From the conclusions section, I said,
I modeled hypothetical returns on 13 EIA contracts for 1957–2008…. The average beta on these contracts was about 0.15. None of these contracts could match returns available on one-month Treasury bills. Based on alphas and Sharpe ratios, none of the contracts could produce competitive market-based returns. Moreover, EIAs impose several risks that are not present in market-based investments, including surrender fees, loss of return on funds withdrawn before the end of the term, and default risk. The evidence suggests that these index-linked EIAs would have produced long-run returns that would have failed to match returns available on competitive market-based assets. Given the substantial costs built into these contracts and the inability of indexed annuities to add value through security selection, this conclusion is inevitable.
VanderPal, Marrion, and Babbel (2011) compared the performance of EIA returns from their data set to returns on portfolios containing (1) 100 percent S&P 500 and (2) 50 percent Treasury bills and 50 percent S&P 500. They did not compare returns on EIAs to a 15 percent Treasury bill and 85 percent S&P 500 portfolio, which my study suggests would have been the risk-appropriate benchmark portfolio’s returns for a typical EIA. They considered returns for five-year periods ending 2002–2010. Not surprisingly, their results confirmed the obvious conclusion that lower-beta-risk EIAs will outperform higher-beta portfolios during bear markets and underperform during bull markets. But their results do not compare the returns on EIAs to similar-risk portfolios. Moreover, as they state, their “data reflect results across a very small spectrum of time.”
Critique of Critique
VanderPal, Marrion, and Babbel (2011) made general statements critiquing studies by Lewis (2005), McCann (2008), Collins, Lam, and Stampfli (2009), and Reichenstein (2009). These statements include, first, that the studies did not include real-world EIAs and, second, they assumed crediting formulas rarely used. Criticism of my specific study was as follows:
He assumes that a particular annuity whose terms were observed in the late 1990s would have had similar parameters beginning in 1957 and continuing for almost 40 years before the first [fixed-index annuity] arrived on the scene. (Indeed there were not even any index funds available to individual investors until 1977, yet his study assumes that individual investors would have secured better returns over that period by investing in them. His study also assumes that these funds were held together with five-year Treasury bonds that were held for only one month and then liquidated, replacing them with new five-year bonds every month for 52 consecutive years.)

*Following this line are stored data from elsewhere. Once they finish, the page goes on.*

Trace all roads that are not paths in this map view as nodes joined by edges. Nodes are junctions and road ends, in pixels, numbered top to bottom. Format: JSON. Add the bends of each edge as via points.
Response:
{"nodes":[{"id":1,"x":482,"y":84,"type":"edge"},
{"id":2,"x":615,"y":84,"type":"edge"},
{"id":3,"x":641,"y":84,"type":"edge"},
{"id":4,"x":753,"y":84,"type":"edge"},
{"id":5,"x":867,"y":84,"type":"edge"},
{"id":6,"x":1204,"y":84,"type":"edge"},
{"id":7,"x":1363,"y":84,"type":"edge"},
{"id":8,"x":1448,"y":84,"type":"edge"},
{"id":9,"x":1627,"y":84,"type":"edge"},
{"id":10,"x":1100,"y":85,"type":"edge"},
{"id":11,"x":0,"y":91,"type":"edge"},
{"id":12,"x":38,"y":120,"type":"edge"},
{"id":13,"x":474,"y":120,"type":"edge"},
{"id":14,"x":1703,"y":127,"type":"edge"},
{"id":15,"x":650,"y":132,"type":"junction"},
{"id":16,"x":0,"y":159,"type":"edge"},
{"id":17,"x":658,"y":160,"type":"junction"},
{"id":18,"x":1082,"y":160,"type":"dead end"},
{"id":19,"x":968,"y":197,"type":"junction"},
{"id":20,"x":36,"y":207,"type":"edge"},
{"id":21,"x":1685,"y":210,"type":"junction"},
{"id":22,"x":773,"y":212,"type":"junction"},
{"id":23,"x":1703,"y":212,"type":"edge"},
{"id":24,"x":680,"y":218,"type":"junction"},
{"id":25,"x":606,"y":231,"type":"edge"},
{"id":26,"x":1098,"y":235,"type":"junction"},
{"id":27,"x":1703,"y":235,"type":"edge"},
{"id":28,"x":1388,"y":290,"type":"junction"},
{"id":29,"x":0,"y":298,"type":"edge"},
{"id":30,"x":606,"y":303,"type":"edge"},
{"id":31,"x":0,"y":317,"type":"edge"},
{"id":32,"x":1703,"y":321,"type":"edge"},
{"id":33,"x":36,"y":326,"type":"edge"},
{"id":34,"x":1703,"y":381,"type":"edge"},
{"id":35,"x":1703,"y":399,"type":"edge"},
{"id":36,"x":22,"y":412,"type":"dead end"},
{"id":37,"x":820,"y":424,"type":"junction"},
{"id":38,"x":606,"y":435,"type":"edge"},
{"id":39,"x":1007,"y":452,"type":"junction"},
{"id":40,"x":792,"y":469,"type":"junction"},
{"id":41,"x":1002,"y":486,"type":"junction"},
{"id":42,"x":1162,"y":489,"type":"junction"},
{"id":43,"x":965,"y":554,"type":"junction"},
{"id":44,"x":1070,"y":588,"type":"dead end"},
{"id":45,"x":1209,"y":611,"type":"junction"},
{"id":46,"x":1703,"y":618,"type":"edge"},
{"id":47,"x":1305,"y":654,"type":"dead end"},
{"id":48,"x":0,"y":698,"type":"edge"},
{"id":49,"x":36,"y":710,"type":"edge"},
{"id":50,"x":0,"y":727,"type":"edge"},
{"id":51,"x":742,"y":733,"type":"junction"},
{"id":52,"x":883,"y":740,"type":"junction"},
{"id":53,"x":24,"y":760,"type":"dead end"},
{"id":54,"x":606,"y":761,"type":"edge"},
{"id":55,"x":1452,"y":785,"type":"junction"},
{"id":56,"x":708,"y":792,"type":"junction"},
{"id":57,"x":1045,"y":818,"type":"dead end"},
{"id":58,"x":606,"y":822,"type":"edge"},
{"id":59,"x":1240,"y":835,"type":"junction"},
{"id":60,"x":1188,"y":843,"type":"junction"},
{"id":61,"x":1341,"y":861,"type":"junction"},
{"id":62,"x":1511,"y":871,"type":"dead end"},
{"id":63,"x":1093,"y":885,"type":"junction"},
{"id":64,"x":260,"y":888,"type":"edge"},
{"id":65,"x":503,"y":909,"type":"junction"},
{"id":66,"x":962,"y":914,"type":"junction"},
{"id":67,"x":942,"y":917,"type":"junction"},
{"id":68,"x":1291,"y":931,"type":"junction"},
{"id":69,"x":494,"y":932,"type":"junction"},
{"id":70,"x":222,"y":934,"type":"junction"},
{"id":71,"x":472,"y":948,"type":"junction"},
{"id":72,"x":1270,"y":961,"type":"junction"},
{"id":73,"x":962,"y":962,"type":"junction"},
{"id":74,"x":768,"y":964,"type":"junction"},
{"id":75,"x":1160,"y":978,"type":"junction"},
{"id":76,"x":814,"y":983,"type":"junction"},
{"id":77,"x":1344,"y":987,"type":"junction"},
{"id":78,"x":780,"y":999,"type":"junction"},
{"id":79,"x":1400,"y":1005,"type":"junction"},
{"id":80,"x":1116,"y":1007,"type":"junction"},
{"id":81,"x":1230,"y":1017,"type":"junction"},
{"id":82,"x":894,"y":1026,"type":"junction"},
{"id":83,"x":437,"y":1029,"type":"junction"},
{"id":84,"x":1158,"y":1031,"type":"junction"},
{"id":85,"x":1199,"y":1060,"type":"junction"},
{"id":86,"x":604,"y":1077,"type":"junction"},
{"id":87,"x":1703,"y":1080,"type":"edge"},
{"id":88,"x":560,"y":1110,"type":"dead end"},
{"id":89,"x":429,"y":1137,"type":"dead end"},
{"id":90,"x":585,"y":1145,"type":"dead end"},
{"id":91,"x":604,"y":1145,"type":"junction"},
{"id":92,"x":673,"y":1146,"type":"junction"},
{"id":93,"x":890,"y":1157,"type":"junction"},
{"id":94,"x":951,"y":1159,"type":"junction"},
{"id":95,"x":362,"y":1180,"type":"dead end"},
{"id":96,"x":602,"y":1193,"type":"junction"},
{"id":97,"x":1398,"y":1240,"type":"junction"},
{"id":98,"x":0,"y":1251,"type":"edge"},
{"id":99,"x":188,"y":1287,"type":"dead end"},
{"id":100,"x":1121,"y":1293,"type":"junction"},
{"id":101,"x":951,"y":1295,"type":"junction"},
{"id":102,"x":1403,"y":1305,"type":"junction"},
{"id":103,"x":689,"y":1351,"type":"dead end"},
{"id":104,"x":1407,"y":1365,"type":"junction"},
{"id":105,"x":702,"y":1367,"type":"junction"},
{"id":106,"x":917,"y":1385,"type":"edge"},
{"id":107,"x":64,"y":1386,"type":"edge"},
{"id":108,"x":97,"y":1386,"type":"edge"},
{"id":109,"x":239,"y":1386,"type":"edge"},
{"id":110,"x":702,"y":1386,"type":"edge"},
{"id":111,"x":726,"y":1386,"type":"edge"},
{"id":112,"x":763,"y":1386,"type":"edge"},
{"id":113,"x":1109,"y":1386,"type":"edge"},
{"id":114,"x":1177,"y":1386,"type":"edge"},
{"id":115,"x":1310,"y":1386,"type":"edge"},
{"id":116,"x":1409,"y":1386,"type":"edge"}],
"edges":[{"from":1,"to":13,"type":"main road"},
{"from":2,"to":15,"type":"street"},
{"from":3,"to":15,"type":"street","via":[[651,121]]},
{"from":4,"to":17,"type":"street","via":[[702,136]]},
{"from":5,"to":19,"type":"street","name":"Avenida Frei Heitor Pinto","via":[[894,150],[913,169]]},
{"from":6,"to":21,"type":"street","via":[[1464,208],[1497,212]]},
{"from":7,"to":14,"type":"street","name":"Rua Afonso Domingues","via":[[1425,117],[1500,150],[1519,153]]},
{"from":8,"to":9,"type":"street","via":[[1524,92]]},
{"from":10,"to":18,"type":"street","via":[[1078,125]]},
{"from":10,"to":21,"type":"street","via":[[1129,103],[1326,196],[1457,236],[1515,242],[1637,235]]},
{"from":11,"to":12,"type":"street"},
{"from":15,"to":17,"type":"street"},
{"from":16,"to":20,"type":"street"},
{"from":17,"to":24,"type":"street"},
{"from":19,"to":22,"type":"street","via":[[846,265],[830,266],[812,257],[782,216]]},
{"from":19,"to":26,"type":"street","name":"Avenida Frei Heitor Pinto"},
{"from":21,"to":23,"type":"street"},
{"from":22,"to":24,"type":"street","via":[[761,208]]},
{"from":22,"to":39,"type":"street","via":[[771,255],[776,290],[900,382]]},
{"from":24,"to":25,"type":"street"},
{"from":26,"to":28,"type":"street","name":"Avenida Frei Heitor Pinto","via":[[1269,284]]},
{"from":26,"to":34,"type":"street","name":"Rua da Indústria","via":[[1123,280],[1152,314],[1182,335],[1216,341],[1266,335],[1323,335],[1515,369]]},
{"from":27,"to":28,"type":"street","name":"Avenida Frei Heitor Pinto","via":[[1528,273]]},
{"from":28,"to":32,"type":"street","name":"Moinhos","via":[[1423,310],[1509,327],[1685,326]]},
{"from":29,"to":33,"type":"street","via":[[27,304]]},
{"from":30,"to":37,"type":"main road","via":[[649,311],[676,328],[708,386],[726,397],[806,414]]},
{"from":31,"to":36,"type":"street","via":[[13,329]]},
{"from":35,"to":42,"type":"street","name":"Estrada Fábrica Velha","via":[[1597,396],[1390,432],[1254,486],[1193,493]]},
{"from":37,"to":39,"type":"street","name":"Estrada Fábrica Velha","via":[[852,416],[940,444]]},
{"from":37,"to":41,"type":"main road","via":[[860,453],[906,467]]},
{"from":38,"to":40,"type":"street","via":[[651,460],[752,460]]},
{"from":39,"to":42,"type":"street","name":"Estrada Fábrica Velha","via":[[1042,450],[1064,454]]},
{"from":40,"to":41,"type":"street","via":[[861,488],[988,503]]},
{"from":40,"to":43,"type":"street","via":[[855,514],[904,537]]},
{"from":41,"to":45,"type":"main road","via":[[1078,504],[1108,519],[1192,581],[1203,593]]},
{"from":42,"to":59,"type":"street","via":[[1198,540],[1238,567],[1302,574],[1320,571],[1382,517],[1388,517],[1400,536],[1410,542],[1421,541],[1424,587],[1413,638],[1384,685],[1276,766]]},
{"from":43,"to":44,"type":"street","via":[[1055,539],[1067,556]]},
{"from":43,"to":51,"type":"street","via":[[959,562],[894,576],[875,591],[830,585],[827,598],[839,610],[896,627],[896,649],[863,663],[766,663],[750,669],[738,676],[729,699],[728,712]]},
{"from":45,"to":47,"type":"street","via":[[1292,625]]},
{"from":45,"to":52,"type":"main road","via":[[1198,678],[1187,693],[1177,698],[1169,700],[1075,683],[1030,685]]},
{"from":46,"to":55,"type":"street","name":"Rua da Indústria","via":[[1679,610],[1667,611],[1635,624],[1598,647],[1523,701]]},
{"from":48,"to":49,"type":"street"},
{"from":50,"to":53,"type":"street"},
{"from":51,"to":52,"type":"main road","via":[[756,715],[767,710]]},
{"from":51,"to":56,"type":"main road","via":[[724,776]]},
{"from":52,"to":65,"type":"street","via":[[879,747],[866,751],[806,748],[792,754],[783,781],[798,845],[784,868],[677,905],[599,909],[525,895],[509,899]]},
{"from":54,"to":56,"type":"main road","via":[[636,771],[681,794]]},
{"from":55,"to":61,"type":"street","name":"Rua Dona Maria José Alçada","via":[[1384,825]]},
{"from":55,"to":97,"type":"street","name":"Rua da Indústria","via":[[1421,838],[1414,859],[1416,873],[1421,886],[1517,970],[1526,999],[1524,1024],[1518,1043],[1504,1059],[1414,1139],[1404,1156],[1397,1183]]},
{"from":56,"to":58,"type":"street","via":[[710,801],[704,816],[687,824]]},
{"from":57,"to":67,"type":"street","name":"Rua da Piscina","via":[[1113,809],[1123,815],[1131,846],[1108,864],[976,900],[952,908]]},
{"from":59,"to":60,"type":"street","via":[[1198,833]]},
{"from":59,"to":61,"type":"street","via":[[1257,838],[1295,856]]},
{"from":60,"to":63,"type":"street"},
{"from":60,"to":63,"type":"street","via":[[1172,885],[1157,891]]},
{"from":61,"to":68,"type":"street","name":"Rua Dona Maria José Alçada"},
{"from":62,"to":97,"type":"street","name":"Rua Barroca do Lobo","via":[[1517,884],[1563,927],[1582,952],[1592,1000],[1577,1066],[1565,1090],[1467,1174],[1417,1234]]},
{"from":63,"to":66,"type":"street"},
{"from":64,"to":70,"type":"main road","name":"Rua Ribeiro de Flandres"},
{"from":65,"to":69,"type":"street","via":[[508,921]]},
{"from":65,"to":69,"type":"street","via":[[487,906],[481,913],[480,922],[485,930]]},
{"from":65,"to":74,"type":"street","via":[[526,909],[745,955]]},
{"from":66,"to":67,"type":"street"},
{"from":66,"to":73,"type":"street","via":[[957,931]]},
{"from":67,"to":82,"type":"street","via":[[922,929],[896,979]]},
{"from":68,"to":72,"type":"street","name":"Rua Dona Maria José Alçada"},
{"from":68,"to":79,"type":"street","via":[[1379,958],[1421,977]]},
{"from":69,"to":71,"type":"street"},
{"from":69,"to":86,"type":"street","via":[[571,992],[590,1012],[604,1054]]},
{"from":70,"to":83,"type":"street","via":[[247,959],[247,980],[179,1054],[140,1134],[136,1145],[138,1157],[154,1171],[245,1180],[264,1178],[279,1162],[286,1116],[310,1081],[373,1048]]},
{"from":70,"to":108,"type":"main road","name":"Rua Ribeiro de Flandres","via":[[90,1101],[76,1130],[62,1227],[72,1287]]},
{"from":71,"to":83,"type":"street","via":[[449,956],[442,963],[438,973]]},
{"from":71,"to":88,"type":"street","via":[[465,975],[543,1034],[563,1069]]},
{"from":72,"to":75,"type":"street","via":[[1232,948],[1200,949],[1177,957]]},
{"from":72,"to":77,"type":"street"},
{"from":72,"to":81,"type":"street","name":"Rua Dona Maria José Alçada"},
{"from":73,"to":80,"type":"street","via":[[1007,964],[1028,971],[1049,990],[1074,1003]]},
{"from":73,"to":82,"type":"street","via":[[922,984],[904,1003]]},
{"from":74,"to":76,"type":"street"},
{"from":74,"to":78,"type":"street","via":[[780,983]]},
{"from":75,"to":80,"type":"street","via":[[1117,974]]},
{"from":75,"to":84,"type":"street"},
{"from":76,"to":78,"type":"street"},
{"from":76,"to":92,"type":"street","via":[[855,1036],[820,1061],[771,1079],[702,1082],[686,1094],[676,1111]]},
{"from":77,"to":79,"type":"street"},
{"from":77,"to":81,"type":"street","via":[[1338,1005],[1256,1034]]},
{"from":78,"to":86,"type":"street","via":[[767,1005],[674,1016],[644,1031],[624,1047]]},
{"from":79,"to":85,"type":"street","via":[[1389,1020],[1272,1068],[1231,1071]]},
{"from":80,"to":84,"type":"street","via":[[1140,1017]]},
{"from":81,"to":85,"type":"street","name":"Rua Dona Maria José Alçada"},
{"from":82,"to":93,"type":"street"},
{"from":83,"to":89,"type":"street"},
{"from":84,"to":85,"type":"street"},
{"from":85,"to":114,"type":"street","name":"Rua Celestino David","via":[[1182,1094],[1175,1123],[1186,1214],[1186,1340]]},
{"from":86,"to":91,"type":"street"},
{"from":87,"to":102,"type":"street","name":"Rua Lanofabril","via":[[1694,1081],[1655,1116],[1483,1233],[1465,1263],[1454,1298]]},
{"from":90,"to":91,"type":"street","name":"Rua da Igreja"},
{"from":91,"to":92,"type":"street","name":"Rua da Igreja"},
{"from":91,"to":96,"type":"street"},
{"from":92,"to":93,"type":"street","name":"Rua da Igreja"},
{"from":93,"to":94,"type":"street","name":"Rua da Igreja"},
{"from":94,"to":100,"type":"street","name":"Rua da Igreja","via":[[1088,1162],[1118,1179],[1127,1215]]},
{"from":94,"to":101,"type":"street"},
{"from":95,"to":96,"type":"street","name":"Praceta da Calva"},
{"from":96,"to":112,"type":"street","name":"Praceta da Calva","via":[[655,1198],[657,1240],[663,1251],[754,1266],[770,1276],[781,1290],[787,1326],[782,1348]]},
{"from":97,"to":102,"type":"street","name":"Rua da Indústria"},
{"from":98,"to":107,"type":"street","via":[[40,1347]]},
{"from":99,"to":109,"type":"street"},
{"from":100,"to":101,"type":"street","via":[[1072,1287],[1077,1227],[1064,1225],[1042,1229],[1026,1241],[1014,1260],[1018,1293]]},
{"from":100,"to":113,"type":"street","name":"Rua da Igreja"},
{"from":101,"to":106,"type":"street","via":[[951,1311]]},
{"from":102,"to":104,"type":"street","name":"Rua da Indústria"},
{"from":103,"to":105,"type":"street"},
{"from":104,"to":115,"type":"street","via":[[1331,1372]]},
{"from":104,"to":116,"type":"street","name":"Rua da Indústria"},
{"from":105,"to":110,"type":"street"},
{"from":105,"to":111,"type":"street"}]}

Let me address these critiques. First, as noted, my study used real-world contracts that represented contracts in the marketplace from 1998–2005. By comparison, Marrion, VanderPal, and Babbel (2011) used two data sets. According to the authors, the main limitation of the first data set is that the data “are derived from carriers that chose to participate and that chose the products for which they reported returns.” Carriers could decide whether to provide returns data and, if they provided data, then they could provide the returns data they chose to provide. I would bet these returns data were not audited. I leave it to the reader to decide if that data set is unbiased. Their second data set reflects “actual real-world total five-year returns credited to annuity owners from an annual point-to-point with cap-structured index annuity…. [The data are] not intended to be representative of anything except itself.” In addition, their returns data do not reflect real-world features of annuity contracts including surrender penalties, loss of interest on funds withdrawn before the end of the crediting period, market-value adjustments, and default risk.
Concerning the specific criticisms of my study, I repeat that my major conclusion was primarily based on the framework presented by Sharpe. In the empirical section, I modeled four contract designs, and for each design I considered a range of specific contract terms. Yes, I assumed that at least one of these would have been appropriate had EIAs been around in 1957. For a given contract, the terms do not change except that the insurance firm has the right to set parameters for the next crediting period at its discretion subject only to a minimum; in the one-year annual reset EIA example, the insurance firm can set the cap rate at the beginning of each year at its discretion subject only to the requirement that the cap rate must be at least 4 percent. The contract entered into in 1957 might have been different than the contract terms at another date. But for a given contract, the terms cannot be changed.
I used the Ibbotson Associates data set. This data set has been used in hundreds if not thousands of studies. As an aside, before Marrion, VanderPal, and Babbel criticize a well-respected data set, they should make sure their criticism is accurate. As stated in each year’s Classic Yearbook, Ibbotson (2011) says, “One-bond portfolios are used to construct the intermediate-term government bond index. The bond chosen each year is the shortest noncallable bond with a maturity not less than five years, and it is ‘held’ for the calendar year.” The Yearbook also provides a table indicating the one bond used for each year. Ibbotson does not (and I did not) “assume that these funds were held together with five-year Treasury bonds that were held for only one month and then liquidated, replacing them with new five-year bonds every month for 52 consecutive years.” Their criticism failed to get this simple stuff right.
Challenge
I end this note with an open challenge to VanderPal, Marrion, Babbel, and anyone else. Given the structure of indexed annuities and their embedded expenses, explain to me how they can produce competitive risk-adjusted long-run returns. That is, how can they add value compared with a risk-appropriate benchmark portfolio to more than offset the sum of their spread and transaction costs? In my opinion, their structure ensures that they cannot meet this hurdle.
References
Collins, P. J., H. Lam, and J. Stampfli. 2009. “Equity Indexed Annuities: Downside Protection, But at What Cost?” Journal of Financial Planning 22, 5 (May): 48–57.
Fama, E. F., and K. R. French. 2009. “Why Active Investing Is a Negative Sum Game.” www.dimensional.com/famafrench/2009/06/why-active-investing-is-a-negative-sum-game.html.
Ibbotson Associates. 2011. Ibbotson Stocks, Bonds, Bills, and Inflation 2011 Classic Yearbook. Chicago: Morningstar Inc.
Lewis, W. Cris. 2005. “A Return-Risk Evaluation of an Indexed Annuity Investment.” Journal of Wealth Management 7, 4.
McCann, C. 2008. “An Economic Analysis of Equity-Indexed Annuities.” Working paper submitted to North American Securities Administrators Association (September 10).
Reichenstein, W. 2009. “Financial Analysis of Equity-Indexed Annuities.” Financial Services Review 18 4: 291–311.
Reilly, F. K., and K. C. Brown. 2009. Investment Analysis and Portfolio Management. 9th ed. Florence, KY: Cengage Learning.
Sharpe, W. F. 1990. “Asset Allocation.” In Managing Investment Portfolios: A Dynamic Process. 2nd ed. J. L. Maginn and D. L. Tuttle, eds. 7–40.
Sharpe. W. F. 1991. “The Arithmetic of Active Management.” Financial Analysts Journal 47, 1: 7–9.
VanderPal, G., J. Marrion, and D. F. Babbel. 2011. “Real-World Index Annuity Returns.” Journal of Financial Planning 24, 3: 50–59.